Fans of the eerie and macabre work of Edward Gorey will soon be able to personally inspect and examine the art that touched and inspired the American artist when The Wadsworth Atheneum Museum of Art hosts the “Gorey’s Worlds” exhibition, which is slated to run from February 10 to May 6, 2018 in Hartford, Connecticut.
This will be the first exhibition of its kind to be held, and as such will feature extensive artwork from Edward Gorey’s personal collection of 130 different treasures, as well as drawings of his own including many that have never been seen by the public before.
Before Gorey died, he chose to hand over the large collection of art that he had amassed to The Wadsworth Atheneum Museum of Art, entrusting them with his legacy. Because of this, there is a vast wealth of work with which they have drawn from.
Edward Gorey once said that he was “inspired by practically anything visual or verbal—or even real life,” and the Wadsworth Museum’s new exhibition aims to examine these influences that helped to shape his own unique art and worldview.
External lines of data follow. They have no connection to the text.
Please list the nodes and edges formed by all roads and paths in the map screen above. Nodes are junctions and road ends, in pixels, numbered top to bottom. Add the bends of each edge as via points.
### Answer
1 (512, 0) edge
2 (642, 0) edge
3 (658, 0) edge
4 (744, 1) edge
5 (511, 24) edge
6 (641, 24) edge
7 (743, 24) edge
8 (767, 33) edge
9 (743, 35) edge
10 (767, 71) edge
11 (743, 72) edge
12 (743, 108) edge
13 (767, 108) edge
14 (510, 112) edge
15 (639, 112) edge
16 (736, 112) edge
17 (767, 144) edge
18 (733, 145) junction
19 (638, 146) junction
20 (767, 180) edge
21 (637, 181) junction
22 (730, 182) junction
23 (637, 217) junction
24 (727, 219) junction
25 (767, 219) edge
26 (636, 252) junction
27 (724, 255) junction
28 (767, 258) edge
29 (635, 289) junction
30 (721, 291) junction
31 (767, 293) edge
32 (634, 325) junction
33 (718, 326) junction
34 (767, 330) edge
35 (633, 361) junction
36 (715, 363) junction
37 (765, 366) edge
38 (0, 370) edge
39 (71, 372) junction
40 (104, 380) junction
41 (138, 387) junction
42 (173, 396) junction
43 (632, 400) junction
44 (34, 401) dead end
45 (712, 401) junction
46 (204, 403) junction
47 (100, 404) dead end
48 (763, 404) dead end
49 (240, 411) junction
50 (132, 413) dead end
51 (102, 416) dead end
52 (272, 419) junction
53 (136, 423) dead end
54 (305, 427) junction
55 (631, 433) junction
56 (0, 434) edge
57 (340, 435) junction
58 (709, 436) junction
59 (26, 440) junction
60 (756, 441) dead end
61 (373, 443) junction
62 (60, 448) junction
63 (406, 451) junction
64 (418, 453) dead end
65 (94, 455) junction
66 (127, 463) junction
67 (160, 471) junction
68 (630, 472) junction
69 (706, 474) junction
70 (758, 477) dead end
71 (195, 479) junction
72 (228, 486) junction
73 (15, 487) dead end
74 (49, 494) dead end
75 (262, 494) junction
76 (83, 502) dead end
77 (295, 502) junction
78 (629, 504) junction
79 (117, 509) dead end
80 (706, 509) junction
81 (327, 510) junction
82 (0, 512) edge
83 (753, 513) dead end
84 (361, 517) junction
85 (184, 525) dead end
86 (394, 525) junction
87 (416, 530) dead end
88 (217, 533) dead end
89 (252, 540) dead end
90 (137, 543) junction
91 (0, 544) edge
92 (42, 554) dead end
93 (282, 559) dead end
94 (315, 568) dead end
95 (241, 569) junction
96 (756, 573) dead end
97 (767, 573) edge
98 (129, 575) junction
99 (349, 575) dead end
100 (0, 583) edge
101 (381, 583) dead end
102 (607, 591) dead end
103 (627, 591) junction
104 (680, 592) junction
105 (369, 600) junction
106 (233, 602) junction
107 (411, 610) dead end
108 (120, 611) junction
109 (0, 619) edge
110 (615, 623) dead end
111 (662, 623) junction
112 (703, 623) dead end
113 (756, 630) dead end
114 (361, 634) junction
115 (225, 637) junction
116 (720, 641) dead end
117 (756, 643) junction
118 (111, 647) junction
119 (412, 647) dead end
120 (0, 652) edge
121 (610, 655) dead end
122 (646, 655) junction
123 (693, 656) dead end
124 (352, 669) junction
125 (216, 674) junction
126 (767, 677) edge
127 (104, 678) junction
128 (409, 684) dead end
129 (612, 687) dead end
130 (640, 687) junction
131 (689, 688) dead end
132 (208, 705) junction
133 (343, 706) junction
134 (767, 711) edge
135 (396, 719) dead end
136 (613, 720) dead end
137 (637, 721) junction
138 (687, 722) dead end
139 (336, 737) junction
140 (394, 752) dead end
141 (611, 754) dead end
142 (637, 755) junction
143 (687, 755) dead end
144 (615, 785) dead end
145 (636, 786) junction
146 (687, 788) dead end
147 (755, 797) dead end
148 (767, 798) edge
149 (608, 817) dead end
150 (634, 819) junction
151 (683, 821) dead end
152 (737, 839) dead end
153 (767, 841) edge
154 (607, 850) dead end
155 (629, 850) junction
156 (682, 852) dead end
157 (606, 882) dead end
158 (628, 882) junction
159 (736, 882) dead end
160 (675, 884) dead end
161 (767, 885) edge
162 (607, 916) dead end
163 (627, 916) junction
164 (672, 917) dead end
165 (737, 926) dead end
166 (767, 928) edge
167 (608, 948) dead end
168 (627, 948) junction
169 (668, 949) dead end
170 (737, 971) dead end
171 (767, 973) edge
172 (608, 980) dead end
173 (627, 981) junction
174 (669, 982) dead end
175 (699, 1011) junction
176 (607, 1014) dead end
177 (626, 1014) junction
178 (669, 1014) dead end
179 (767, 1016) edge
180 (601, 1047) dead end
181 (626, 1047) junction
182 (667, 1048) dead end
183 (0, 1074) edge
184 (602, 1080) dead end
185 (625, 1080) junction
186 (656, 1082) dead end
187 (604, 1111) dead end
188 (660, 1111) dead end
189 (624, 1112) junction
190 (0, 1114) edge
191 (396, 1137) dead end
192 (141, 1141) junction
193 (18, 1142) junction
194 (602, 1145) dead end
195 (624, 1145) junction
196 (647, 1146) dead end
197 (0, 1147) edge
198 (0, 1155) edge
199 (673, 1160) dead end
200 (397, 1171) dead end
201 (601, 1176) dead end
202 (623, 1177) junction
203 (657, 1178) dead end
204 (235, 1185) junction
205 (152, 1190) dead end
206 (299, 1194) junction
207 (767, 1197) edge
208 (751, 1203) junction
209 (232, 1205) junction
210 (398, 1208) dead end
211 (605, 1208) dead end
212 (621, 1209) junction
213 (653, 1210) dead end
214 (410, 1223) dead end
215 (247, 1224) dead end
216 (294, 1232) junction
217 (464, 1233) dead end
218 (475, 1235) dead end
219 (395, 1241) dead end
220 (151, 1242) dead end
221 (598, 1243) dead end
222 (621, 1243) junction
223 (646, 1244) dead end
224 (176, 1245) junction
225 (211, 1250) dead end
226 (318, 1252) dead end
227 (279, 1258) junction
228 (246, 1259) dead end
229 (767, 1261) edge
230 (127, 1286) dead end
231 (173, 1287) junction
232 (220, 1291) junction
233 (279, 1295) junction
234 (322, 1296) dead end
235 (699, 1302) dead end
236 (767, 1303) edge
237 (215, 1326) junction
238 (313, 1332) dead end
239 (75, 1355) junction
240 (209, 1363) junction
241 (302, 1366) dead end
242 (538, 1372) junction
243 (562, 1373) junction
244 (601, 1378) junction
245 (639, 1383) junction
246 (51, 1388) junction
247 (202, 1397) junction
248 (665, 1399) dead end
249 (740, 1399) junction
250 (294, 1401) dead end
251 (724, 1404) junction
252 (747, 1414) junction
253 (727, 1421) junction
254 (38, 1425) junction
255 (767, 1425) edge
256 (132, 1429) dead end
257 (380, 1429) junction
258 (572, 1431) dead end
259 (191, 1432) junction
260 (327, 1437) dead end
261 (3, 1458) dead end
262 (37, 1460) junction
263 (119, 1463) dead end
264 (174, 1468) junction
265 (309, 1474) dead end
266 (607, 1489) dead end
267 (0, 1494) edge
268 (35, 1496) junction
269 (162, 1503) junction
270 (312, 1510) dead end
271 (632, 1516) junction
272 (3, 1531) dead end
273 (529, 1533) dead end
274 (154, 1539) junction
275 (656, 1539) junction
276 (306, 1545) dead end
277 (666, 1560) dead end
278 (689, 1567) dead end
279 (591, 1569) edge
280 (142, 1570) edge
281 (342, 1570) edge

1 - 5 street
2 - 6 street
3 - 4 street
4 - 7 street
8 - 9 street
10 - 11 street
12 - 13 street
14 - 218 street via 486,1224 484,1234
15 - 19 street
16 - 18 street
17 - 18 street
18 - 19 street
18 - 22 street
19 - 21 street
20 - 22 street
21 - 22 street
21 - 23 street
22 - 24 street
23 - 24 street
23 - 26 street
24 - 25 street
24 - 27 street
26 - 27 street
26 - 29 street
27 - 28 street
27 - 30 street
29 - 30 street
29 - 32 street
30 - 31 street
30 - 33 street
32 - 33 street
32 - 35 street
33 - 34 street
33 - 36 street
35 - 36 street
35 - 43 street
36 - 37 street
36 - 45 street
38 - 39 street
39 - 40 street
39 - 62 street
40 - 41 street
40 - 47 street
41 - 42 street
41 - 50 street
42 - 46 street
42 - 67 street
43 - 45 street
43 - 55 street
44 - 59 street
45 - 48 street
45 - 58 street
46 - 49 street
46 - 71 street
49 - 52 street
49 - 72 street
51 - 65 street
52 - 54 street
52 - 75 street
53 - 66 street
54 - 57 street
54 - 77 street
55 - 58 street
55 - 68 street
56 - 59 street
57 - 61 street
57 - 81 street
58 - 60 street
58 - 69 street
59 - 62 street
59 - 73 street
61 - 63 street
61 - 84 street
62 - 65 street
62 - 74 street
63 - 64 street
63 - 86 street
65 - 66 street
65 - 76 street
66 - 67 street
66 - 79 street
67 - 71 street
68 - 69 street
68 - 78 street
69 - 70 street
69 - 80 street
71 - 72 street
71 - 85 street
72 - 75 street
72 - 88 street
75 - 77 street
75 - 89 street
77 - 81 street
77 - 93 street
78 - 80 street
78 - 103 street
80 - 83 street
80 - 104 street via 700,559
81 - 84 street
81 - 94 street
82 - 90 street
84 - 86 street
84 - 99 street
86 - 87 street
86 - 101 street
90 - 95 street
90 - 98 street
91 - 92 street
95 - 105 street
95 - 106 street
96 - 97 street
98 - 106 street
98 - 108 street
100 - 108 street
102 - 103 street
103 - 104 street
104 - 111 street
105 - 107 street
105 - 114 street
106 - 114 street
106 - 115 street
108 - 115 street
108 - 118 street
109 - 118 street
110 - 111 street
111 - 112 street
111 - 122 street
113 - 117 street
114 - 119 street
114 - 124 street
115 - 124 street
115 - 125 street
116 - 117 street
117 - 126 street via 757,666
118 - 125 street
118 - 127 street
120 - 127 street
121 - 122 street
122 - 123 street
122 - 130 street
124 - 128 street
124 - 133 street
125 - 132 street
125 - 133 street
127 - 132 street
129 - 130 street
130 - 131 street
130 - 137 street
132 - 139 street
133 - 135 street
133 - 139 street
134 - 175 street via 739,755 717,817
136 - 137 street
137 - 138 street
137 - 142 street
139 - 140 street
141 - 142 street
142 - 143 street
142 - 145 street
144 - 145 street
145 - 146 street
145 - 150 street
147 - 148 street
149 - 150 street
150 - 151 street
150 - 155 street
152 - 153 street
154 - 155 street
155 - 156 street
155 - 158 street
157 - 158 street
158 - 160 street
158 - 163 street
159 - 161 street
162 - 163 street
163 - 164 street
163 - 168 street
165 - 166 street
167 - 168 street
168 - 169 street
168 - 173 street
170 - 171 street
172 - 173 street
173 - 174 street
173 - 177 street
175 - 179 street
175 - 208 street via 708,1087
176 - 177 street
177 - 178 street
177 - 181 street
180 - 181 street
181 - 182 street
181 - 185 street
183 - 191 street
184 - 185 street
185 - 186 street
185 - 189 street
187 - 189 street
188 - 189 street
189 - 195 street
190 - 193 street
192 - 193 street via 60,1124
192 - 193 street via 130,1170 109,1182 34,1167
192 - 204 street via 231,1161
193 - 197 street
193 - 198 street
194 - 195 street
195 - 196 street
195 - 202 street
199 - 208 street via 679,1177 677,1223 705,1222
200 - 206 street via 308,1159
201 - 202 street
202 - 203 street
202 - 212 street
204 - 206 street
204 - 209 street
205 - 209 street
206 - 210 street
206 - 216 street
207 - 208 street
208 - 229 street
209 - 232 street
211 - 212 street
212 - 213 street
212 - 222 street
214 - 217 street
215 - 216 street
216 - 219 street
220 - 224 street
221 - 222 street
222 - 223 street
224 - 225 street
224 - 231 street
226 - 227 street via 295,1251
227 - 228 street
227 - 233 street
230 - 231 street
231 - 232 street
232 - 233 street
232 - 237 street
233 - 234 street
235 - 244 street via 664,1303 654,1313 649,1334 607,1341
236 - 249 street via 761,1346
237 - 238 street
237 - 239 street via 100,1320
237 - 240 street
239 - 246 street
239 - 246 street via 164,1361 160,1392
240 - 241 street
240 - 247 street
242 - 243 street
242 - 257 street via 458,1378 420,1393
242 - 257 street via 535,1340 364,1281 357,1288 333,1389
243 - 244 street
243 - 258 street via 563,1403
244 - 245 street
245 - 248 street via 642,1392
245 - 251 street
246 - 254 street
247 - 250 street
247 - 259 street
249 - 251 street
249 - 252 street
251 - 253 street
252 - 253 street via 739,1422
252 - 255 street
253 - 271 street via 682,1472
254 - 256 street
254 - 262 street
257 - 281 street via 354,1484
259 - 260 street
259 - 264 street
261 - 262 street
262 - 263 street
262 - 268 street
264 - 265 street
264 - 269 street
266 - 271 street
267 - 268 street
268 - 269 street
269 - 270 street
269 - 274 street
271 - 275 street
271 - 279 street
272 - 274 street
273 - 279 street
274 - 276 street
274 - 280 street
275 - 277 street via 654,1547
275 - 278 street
“My mission in life is to make everybody as uneasy as possible. I think we should all be as uneasy as possible, because that’s what the world is like.”
Our upcoming exhibition “Gorey’s Worlds” explores the art and inspiration of celebrated American author & illustrator #EdwardGorey. Check it out in today’s @WSJ—https://t.co/MxXtrjoJ1M. Opens February 10! #GoreysWorldspic.twitter.com/1BOWlnGWrb
— Wadsworth Atheneum (@TheWadsworth) January 6, 2018
“Gorey’s Worlds” will feature an extensive collection of works by some of his favorite and most beloved French artists. Among these are Eugène Delacroix and Édouard Manet along with the more recent 20th century artist Jean Dubuffet who was a maverick sculptor and painter.
Edward Gorey also reportedly had a penchant for the French photographer Eugène Atget, according to The Wall Street Journal, a man of fierce determination who sought to record for posterity the buildings of Paris before they were relegated to rubble with modern architecture swiftly rising up to take their place.
Along with the work of other artists that galvanized the spirit of Gorey, associate curator Erin Monroe explained that personal belongings of Edward will be placed in strategic spots along the way which will be “highlighting the intersections between Gorey’s imaginary worlds and the worlds around him.”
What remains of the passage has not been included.